Measuring actual evapotranspiration with weighing lysimeters

In my Watershed Hydrology class this semester, we conducted student-designed experiments with potted plants and bare soils to study the factors affecting evapotranspiration. The procedure we used is a simplified version of a weighing lysimeter.

How a lysimeter works

Weighing lysimeters are one of the very best ways of measuring the actual evapotranspiration from a small area of land, because they use mass balance (i.e., changing weight) to give us the combined total of plant transpiration, soil evaporation, and interception losses over time. Our class potted plant experiments were in the laboratory, but in order to understand the effects of environmental variability on evapotranspiration rates, most weighing lysimters are installed in the outdoors – what we called “in the field.”

Here’s how a weighing lysimeter works: A large soil core (called a “monolith”) is carefully removed from the ground and put inside a cylinder or box (A in the image above). The monolith-in-a-cylinder is then placed back into the ground and vegetation is planted. The cylinder usually will have a drain in the bottom so that water that percolates downward through the soil can leave the cylinder and be accounted for as a deep drainage loss (C in the image above). The cylinder sits on a load cell, which is like a giant scale that continuously records the weight of the soil (B in the image above). Decreases in weight are associated with evapotranspiration and deep drainage, but since deep drainage is often measured separately, it can be split off and the mass lost because of evapotranspiration can be accurately measured. Some weighing lysimeters may also have a way of accounting for surface runoff generated in the cell as shown in D in the image above, some will have sensors embedded in the soil measuring moisture content and other soil properties, and most lysimeters will have a nearby weather station including a rain gauge.

Lysimeter math

Weighing lysimeters take advantage of the water balance equation:

Input – Output = Change in Storage

The construction of the lysimeters simplifies the inputs and outputs, by removing complications like lateral groundwater flow.  The equation becomes:

Precipitation – Evapotranspiration – Deep Drainage = Change in Storage

[Sometimes surface runoff will also be included, as shown in the figure at the top of the post. However, this is avoided where possible.]  Rearrange the equation and solve for evapotranspiration:

Evapotranspiration = Precipitation – Deep Drainage – Change in Storage

Precipitation and deep drainage are measured directly, with a rain gauge and the collection device shown in the image. The changing weight of the lysimeter measures the change in storage of water in the soil and plants. Taken together, that means the only unmeasured term is evapotranspiration, so the numbers can be put into the equation and voila…evapotranspiration.

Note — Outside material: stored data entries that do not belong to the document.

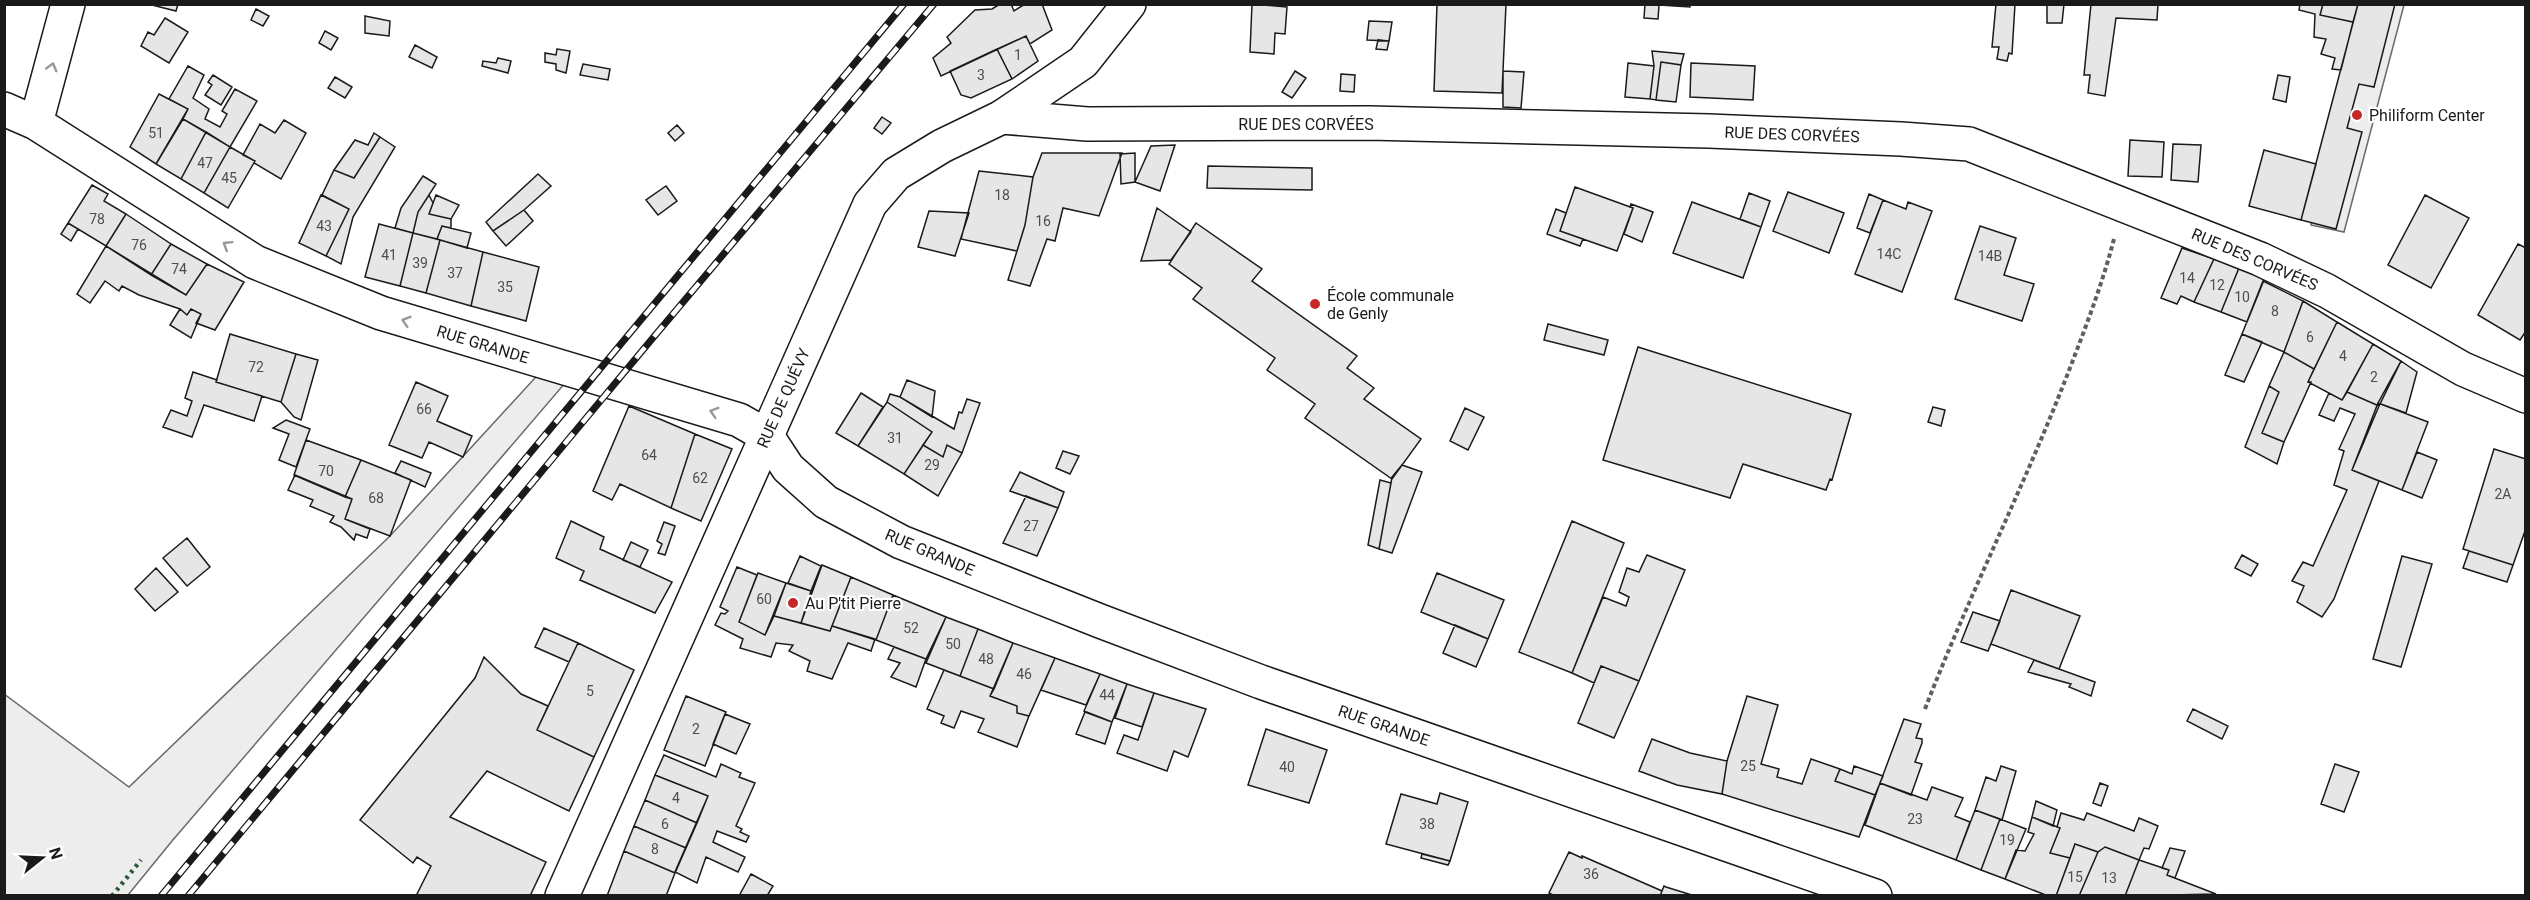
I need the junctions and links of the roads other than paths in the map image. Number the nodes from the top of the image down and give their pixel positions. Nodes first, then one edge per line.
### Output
1 (68, 4) edge
2 (1129, 4) edge
3 (4, 109) edge
4 (1002, 117) junction
5 (36, 123) junction
6 (2526, 396) edge
7 (766, 436) junction
8 (562, 896) edge
9 (1875, 896) edge

5 -> 1 street
2 - 4 street, RUE DE QUÉVY
3 - 5 street, RUE GRANDE
4 - 6 street, RUE DES CORVÉES
4 - 7 street, RUE DE QUÉVY
7 -> 5 street, RUE GRANDE
7 - 8 street, RUE DE QUÉVY
7 - 9 street, RUE GRANDE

And because most lysimeters constructed these days have digital load cells and data loggers, they collect high frequency data. This means we can calculate evapotranspiration at the time scale of minutes, hours, days, … or whatever timescale is of interest.

Lysimeter data

Let’s look at some data from a real lysimeter. This lysimeter is operated by the Desert Research Institute in Nevada. This lysimeter is one of three lysimeters, each 2.2 m diameter and 3.0 m depth filled with soil from the Mojave Desert. In the graph below, you can see the mass decrease during each day as evapotranspiration removes water (and mass) from the system. At night, there is a very slight increase in mass coinciding with dew or frost formation on the soil. This is a telltale sign that mass decrease is evapotranspiration and not drainage – we wouldn’t expect drainage to stop at night or have a fairly constant rate day after day.

On February 22nd, the site got some rain, and you can see a near instantaneous increase in the mass of the soil. After the rain ends on about February 23, you see a rapid decline in mass up until the end of the graph. This rapid decline may represent a period when there is deep drainage of water from the soil monolith. Note how much faster it is compared to the evapotranspiration losses earlier in the graph.

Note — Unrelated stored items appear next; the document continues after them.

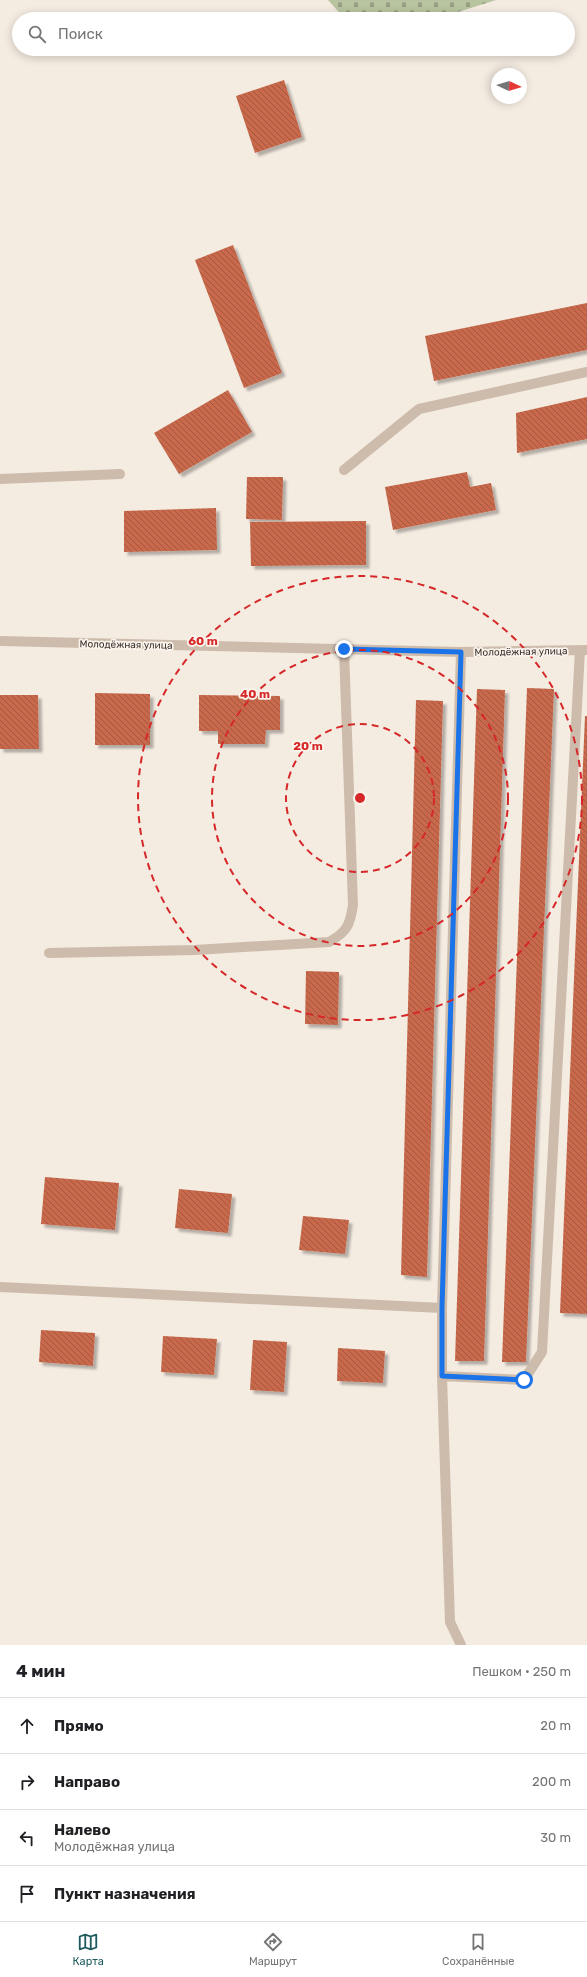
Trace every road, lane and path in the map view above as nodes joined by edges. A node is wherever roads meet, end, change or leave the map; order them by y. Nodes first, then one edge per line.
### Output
1 (587, 372) edge
2 (344, 470) dead end
3 (120, 474) dead end
4 (0, 479) edge
5 (0, 641) edge
6 (344, 649) junction
7 (583, 650) edge
8 (461, 652) junction
9 (49, 953) dead end
10 (0, 1287) edge
11 (442, 1308) junction
12 (442, 1376) junction
13 (461, 1645) edge

1 - 2 street
3 - 4 street
5 - 6 street, Молодёжная улица
6 - 8 street, Молодёжная улица
6 - 9 street
7 - 8 street, Молодёжная улица
7 - 12 street
8 - 11 street
10 - 11 street
11 - 12 street
12 - 13 street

You can read more about the Nevada lysimeters here and look at all of the great real-time data they post to the web.

Look at some real lysimeters

As you can see, a real-life weighing lysimeter is quite a bit more sophisticated than the periodic measurements of the weight of a potted plant that we’ll be doing in class this week. But the concept is the same, and weighing lysimeters come in a range of sizes. You can read more about how two large lysimeters helped California scientists learn more about orchard and vine crop water use here. The California link has some great photos the lysimeter construction, old-school measurement techniques, and the sort of analyses that can be done with the data.

The videos below show the installation of a small weighing lysimeter and the construction of a series of rather larger ones. (The second video is in French but has English captions.)

This video (in German) shows the underground laboratory where the lysimeter data and water samples are collected.

Obviously, large lysimeters are expensive to construct and are used for a lot more than just measuring evapotranspiration. Two of the videos above show how lysimeters can be used to gain insight into water quality problems. Also, sometimes it’s not necessary – or practical – to preserve an intact soil core or monolith. However, disturbed or constructed soils won’t have the same soil pore structure or other characteristics of natural soils – at least until they’ve had a chance to evolve for a few years. But regardless of the additional data collected or the way they are constructed, weighing lysimeters are unparalleled in their capability of fully closing the water balance and getting accurate measurements of actual evapotranspiration.